Why do so many view 47 as good?

TheVat

Valued Senior Member
David Brooks sheds some light on the question, with help from the philosopher Alasdair MacIntyre, and a look at where the Enlightenment took us.


In the 1980s, the philosopher Allan Bloom wrote a book arguing that in a world without moral standards, people just become bland moral relativists: You do you. I’ll do me. None of it matters very much. This is what Kierkegaard called an aesthetic life: I make the choices that feel pleasant at the moment, and I just won’t think much about life’s ultimate concerns. As MacIntyre put it, “The choice between the ethical and the aesthetic is not the choice between good and evil, it is the choice whether or not to choose in terms of good and evil.”

But the moral relativism of the 1980s and ’90s looks like a golden age of peace and tranquility compared with today. Over the past 30 years, people have tried to fill the hole in their soul by seeking to derive a sense of righteousness through their political identities. And when you do that, politics begins to permeate everything and turns into a holy war in which compromise begins to seem like betrayal.

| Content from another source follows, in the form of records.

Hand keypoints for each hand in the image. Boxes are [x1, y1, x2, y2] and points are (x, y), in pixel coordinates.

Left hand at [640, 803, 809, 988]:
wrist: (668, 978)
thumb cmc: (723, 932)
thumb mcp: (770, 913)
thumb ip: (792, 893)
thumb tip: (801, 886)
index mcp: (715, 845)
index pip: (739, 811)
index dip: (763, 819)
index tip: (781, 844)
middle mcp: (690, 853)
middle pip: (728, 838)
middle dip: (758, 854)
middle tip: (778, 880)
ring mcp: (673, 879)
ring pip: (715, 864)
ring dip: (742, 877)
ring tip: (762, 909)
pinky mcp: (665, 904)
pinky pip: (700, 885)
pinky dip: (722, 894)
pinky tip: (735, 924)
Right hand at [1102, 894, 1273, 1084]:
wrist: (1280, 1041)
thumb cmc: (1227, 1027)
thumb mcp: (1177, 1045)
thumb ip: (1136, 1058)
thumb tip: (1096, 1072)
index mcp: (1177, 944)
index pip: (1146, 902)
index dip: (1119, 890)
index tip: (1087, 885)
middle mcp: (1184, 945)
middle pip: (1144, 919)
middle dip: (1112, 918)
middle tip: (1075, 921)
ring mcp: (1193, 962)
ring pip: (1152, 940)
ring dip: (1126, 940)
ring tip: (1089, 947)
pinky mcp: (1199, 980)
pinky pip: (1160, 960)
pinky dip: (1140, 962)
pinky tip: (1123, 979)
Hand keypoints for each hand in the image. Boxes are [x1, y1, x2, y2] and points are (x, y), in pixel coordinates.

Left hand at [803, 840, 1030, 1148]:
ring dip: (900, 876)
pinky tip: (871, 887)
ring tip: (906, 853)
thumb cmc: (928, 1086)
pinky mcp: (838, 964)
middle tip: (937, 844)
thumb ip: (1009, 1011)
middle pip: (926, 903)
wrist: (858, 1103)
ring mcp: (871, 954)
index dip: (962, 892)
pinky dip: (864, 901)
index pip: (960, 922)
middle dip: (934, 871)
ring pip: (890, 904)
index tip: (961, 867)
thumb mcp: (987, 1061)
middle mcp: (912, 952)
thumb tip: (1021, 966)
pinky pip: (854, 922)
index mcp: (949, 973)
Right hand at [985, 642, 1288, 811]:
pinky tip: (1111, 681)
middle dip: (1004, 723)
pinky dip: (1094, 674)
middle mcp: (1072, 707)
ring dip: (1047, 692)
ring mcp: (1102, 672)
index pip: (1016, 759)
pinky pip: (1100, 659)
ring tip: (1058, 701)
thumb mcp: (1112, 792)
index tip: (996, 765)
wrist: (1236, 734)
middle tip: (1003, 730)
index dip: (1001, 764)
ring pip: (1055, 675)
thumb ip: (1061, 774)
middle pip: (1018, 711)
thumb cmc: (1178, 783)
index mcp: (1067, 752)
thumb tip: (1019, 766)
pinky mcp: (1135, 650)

Worse, people are unschooled in the virtues that are practical tools for leading a good life: honesty, fidelity, compassion, other-centeredness. People are rendered anxious and fragile. As Nietzsche himself observed, those who know why they live can endure anyhow. But if you don’t know why you’re living, then you fall apart when the setbacks come...
 
Brooks is off base. Trump is a narcissist and is acting like a narcissist. It's that simple. People who support either candidate are largely doing it because their policies hurt that voter the least

It's got little to do with capitalism or a loss of morals in society. Politics has largely become a clown show and people largely ignore it to the extent possible.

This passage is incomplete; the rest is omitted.